» **Task details**
Tell how many lines of the entries below include the string "numbered". Respond with the number alone.

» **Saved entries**

○ ○ ○

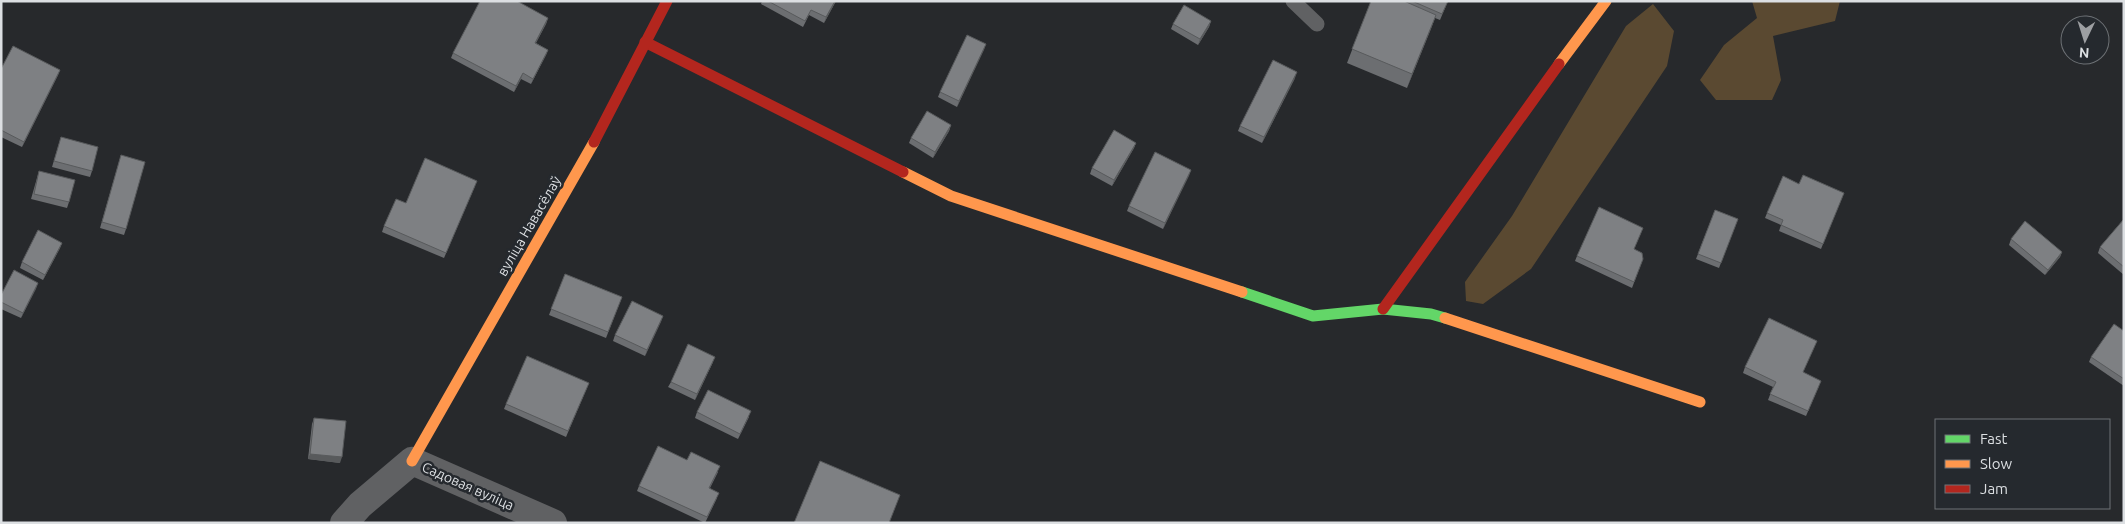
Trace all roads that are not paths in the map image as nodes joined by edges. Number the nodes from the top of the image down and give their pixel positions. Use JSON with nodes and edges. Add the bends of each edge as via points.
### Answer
{"nodes":[{"id":1,"x":667,"y":1,"type":"edge"},
{"id":2,"x":1293,"y":1,"type":"edge"},
{"id":3,"x":1606,"y":1,"type":"edge"},
{"id":4,"x":1318,"y":24,"type":"dead end"},
{"id":5,"x":645,"y":42,"type":"junction"},
{"id":6,"x":1383,"y":309,"type":"junction"},
{"id":7,"x":1700,"y":402,"type":"dead end"},
{"id":8,"x":412,"y":461,"type":"junction"},
{"id":9,"x":344,"y":523,"type":"edge"},
{"id":10,"x":552,"y":523,"type":"edge"}],
"edges":[{"from":1,"to":5,"type":"street","name":"вуліца Навасёлаў"},
{"from":2,"to":4,"type":"lane"},
{"from":3,"to":6,"type":"street"},
{"from":5,"to":6,"type":"street","via":[[950,196],[1313,316]]},
{"from":5,"to":8,"type":"street","name":"вуліца Навасёлаў","via":[[584,160]]},
{"from":6,"to":7,"type":"street","via":[[1431,314]]},
{"from":8,"to":9,"type":"street","name":"Садовая вуліца","via":[[360,505]]},
{"from":8,"to":10,"type":"street","name":"Садовая вуліца"}]}
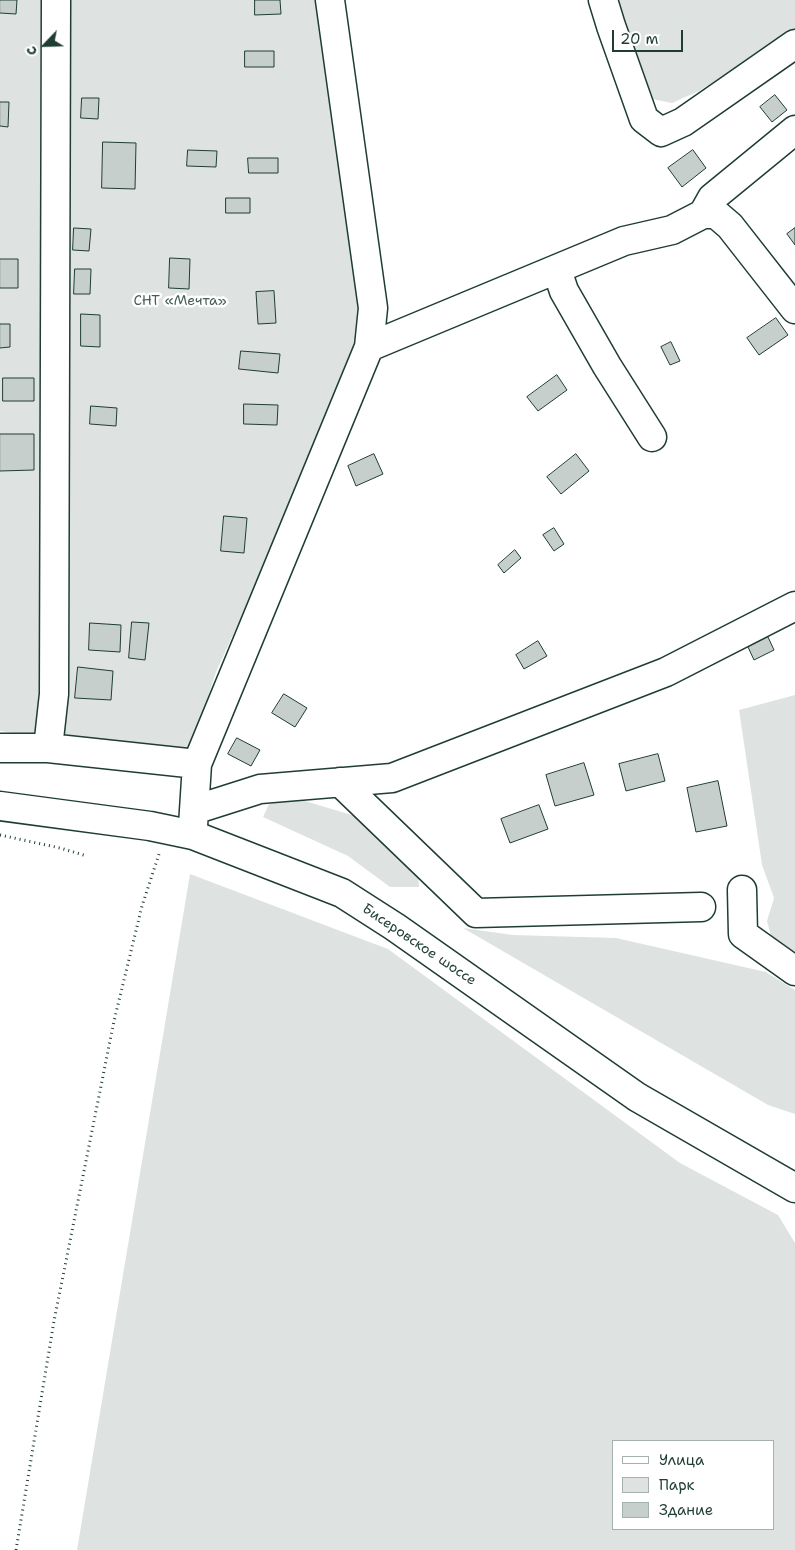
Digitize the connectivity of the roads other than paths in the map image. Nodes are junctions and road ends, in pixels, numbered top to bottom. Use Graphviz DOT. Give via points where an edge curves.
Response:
graph roads {
  1 [pos="56,0"];
  2 [pos="330,0"];
  3 [pos="603,0"];
  4 [pos="795,44"];
  5 [pos="795,130"];
  6 [pos="703,214"];
  7 [pos="557,270"];
  8 [pos="795,309"];
  9 [pos="369,346"];
  10 [pos="652,438"];
  11 [pos="795,606"];
  12 [pos="0,748"];
  13 [pos="48,748"];
  14 [pos="197,764"];
  15 [pos="340,782"];
  16 [pos="0,806"];
  17 [pos="185,825"];
  18 [pos="742,890"];
  19 [pos="701,907"];
  20 [pos="795,971"];
  21 [pos="795,1188"];
  1 -- 13 [label="street" via="54,694"];
  2 -- 9 [label="street" via="373,308"];
  3 -- 4 [label="street" via="644,119 661,132 683,122"];
  5 -- 6 [label="street" via="712,198"];
  6 -- 7 [label="street" via="672,230 624,241"];
  6 -- 8 [label="street" via="716,214 730,226"];
  7 -- 9 [label="street"];
  7 -- 10 [label="street" via="564,291"];
  9 -- 14 [label="street"];
  11 -- 15 [label="street" via="666,672 420,768 392,778"];
  12 -- 13 [label="street"];
  13 -- 14 [label="street"];
  14 -- 17 [label="street"];
  15 -- 17 [label="street" via="260,789"];
  15 -- 19 [label="street" via="476,913"];
  16 -- 17 [label="street, Бисеровское шоссе"];
  17 -- 21 [label="street, Бисеровское шоссе" via="342,893 637,1097"];
  18 -- 20 [label="street" via="743,934"];
}
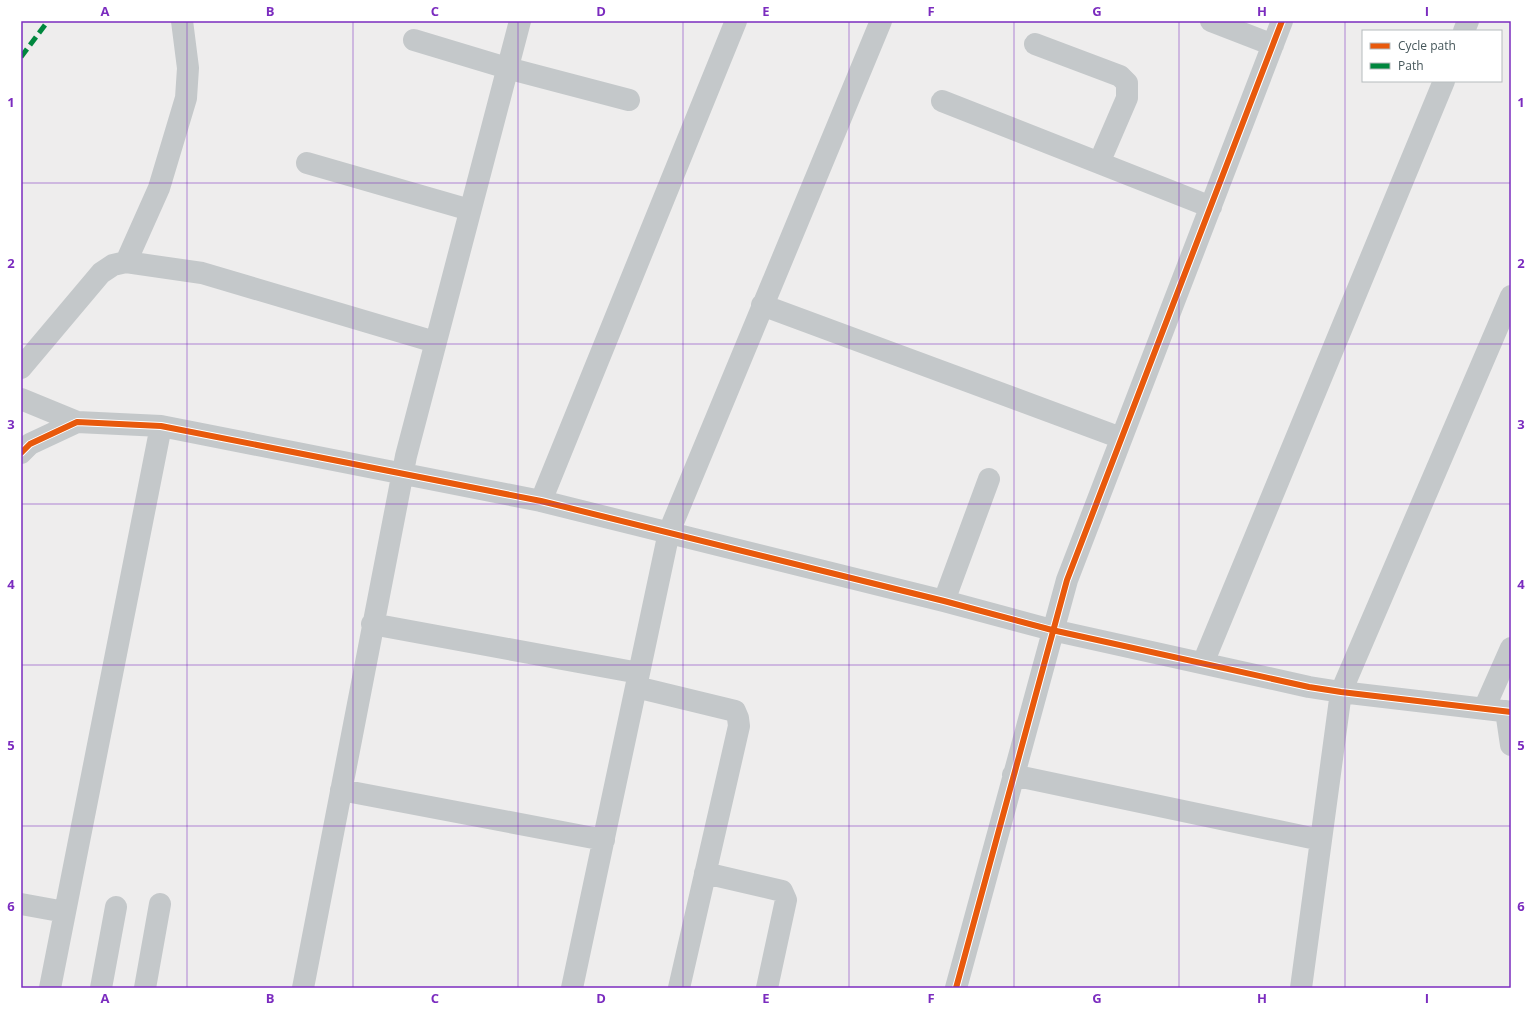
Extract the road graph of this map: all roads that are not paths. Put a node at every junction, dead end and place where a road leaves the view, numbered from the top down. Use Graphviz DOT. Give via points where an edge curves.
graph roads {
  1 [pos="182,21"];
  2 [pos="520,21"];
  3 [pos="736,21"];
  4 [pos="881,21"];
  5 [pos="1211,21"];
  6 [pos="1282,21"];
  7 [pos="414,40"];
  8 [pos="1035,44"];
  9 [pos="1273,45"];
  10 [pos="507,68"];
  11 [pos="1444,82"];
  12 [pos="629,100"];
  13 [pos="942,102"];
  14 [pos="307,163"];
  15 [pos="1099,163"];
  16 [pos="1211,207"];
  17 [pos="470,210"];
  18 [pos="126,262"];
  19 [pos="1511,296"];
  20 [pos="762,305"];
  21 [pos="435,342"];
  22 [pos="21,368"];
  23 [pos="21,399"];
  24 [pos="77,422"];
  25 [pos="161,426"];
  26 [pos="1121,438"];
  27 [pos="21,454"];
  28 [pos="403,473"];
  29 [pos="989,479"];
  30 [pos="541,501"];
  31 [pos="669,532"];
  32 [pos="944,601"];
  33 [pos="372,624"];
  34 [pos="1052,630"];
  35 [pos="1511,648"];
  36 [pos="1203,663"];
  37 [pos="637,680"];
  38 [pos="1341,692"];
  39 [pos="1484,709"];
  40 [pos="1508,711"];
  41 [pos="1511,744"];
  42 [pos="1013,775"];
  43 [pos="341,790"];
  44 [pos="604,840"];
  45 [pos="1321,840"];
  46 [pos="705,873"];
  47 [pos="21,904"];
  48 [pos="160,904"];
  49 [pos="116,907"];
  50 [pos="65,912"];
  51 [pos="50,988"];
  52 [pos="101,988"];
  53 [pos="145,988"];
  54 [pos="303,988"];
  55 [pos="572,988"];
  56 [pos="679,988"];
  57 [pos="767,988"];
  58 [pos="956,988"];
  59 [pos="1301,988"];
  1 -- 18 [label="street" via="188,68 186,98 159,188"];
  2 -- 10 [label="street"];
  3 -- 30 [label="street"];
  4 -- 20 [label="street"];
  5 -- 9 [label="street"];
  6 -- 9 [label="street"];
  7 -- 10 [label="street"];
  8 -- 15 [label="street" via="1120,76 1127,83 1127,98"];
  9 -- 16 [label="street"];
  10 -- 12 [label="street"];
  10 -- 17 [label="street"];
  11 -- 36 [label="street"];
  13 -- 15 [label="street"];
  14 -- 17 [label="street"];
  15 -- 16 [label="street"];
  16 -- 26 [label="street"];
  17 -- 21 [label="street"];
  18 -- 21 [label="street" via="202,273"];
  18 -- 22 [label="street" via="113,265 101,273"];
  19 -- 38 [label="street"];
  20 -- 26 [label="street"];
  20 -- 31 [label="street"];
  21 -- 28 [label="street"];
  23 -- 24 [label="street"];
  24 -- 25 [label="street"];
  24 -- 27 [label="street" via="30,444"];
  25 -- 28 [label="street"];
  25 -- 50 [label="street"];
  26 -- 34 [label="street" via="1067,580"];
  28 -- 30 [label="street"];
  28 -- 33 [label="street"];
  29 -- 32 [label="street"];
  30 -- 31 [label="street"];
  31 -- 32 [label="street"];
  31 -- 37 [label="street"];
  32 -- 34 [label="street"];
  33 -- 37 [label="street"];
  33 -- 43 [label="street"];
  34 -- 36 [label="street"];
  34 -- 42 [label="street"];
  35 -- 39 [label="street"];
  36 -- 38 [label="street"];
  37 -- 44 [label="street"];
  37 -- 46 [label="street" via="734,711 738,718 739,726"];
  38 -- 39 [label="street"];
  38 -- 45 [label="street"];
  39 -- 40 [label="street"];
  40 -- 41 [label="street"];
  42 -- 45 [label="street"];
  42 -- 58 [label="street"];
  43 -- 44 [label="street"];
  43 -- 54 [label="street"];
  44 -- 55 [label="street"];
  45 -- 59 [label="street"];
  46 -- 56 [label="street"];
  46 -- 57 [label="street" via="786,894"];
  47 -- 50 [label="street"];
  48 -- 53 [label="street"];
  49 -- 52 [label="street"];
  50 -- 51 [label="street"];
}
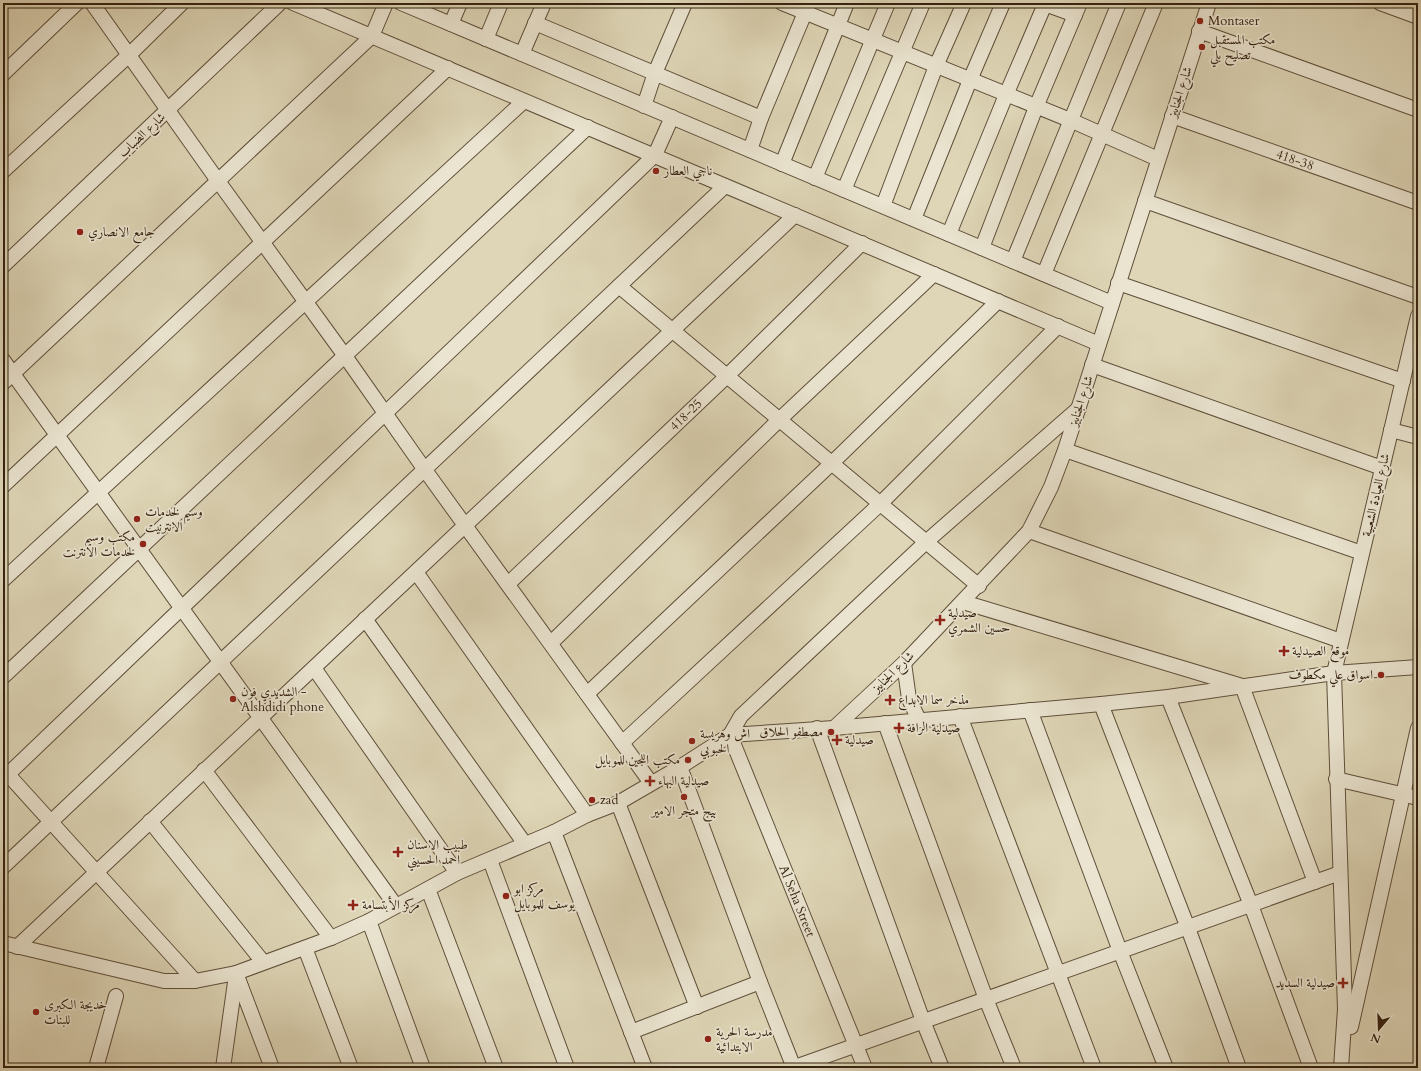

○ ○ ○

» **Answer section**
2